Coming to terms with defeats must be a massive psychological blow for such a successful athlete, especially in a nation where the media has placed her under huge pressure. Perhaps now they are beginning to realise that their national treasure does not have a divine right to win every match and that perhaps her opponents finally deserve some credit.
The National Squash Centre was filled up to a 500-odd capacity as fans flocked to catch their hero in action in the quarter-finals.
But it turned out to be a dampener for the home crowd as Nicol was unable to lift her game as Sherbini proved too strong, winning 14-12, 4-11, 11-3, 11-7.
The Egyptian was right on target as she saved three game balls in the first set to take it 14-12.
Nicol, however, stormed back to take the second 11-4 as Sherbini committed a string of unforced errors.
But instead of building up the momentum, it was Sherbini was came out firing in the third, sending Nicol all over the court to win 11-3.

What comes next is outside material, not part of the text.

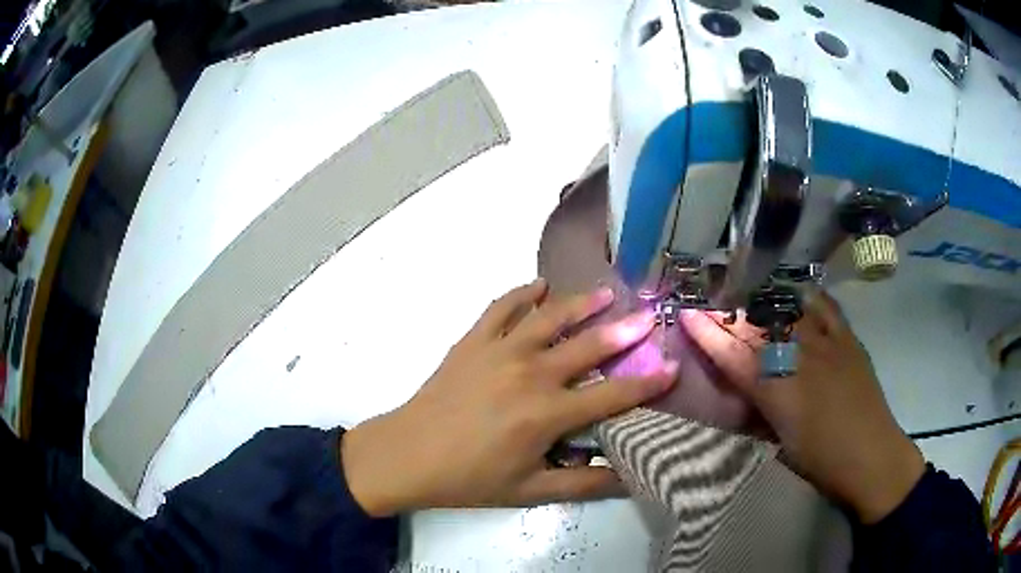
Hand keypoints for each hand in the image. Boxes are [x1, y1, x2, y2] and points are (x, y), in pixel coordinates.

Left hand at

The Penangite mounted a late comeback in the fourth but Sherbini was just too good in the end.
“I may be ranked second in the world but beating Nicol in Malaysia definitely feels like an upset. The first time I beat her, it was in Penang two years ago as well,” said Sherbini.
“I’m happy to be through to the semi-finals for sure but I feel sorry for the crowd here too. I know a lot of them came to support Nicol today and it’s always special when she plays in Malaysia.”
Before the tournament, Nicol told the Star’s Kng Zheng Guan: “I’ve had my struggles over the past two years trying to adjust my playing style … and it is reflected in my performances and ranking.
“These experiences have helped me grow and take me to my next level of squash.
“Winning in Hong Kong last year was such an achievement for me because I could bring all these elements together throughout the tournament.”
Guan noted that, despite winning an incredible 80 titles worldwide, David fell short on the three previous occasions the world meet had been held in Malaysia, in 1996, 2004 and 2014. She lost in the qualifying round 1996 and in the semi-finals in 2004 and 2014.
Here she bowed out in the last eight, which suggests some kind of pattern.
It is not a downward spiral in form, more a case that the chasing pack have finally caught up, and a handful of them have overtaken her.
Laura Massaro is now the only non-Egyptian left in the tournament. She triumphed in Penang two years ago when El Sherbini beat David in the semi-finals.
While Malaysians wait to see how Nicol David will react to this latest setback, English supporters will be hoping that history can repeat itself.
However, three Egyptians are also harbouring hopes of a first world title.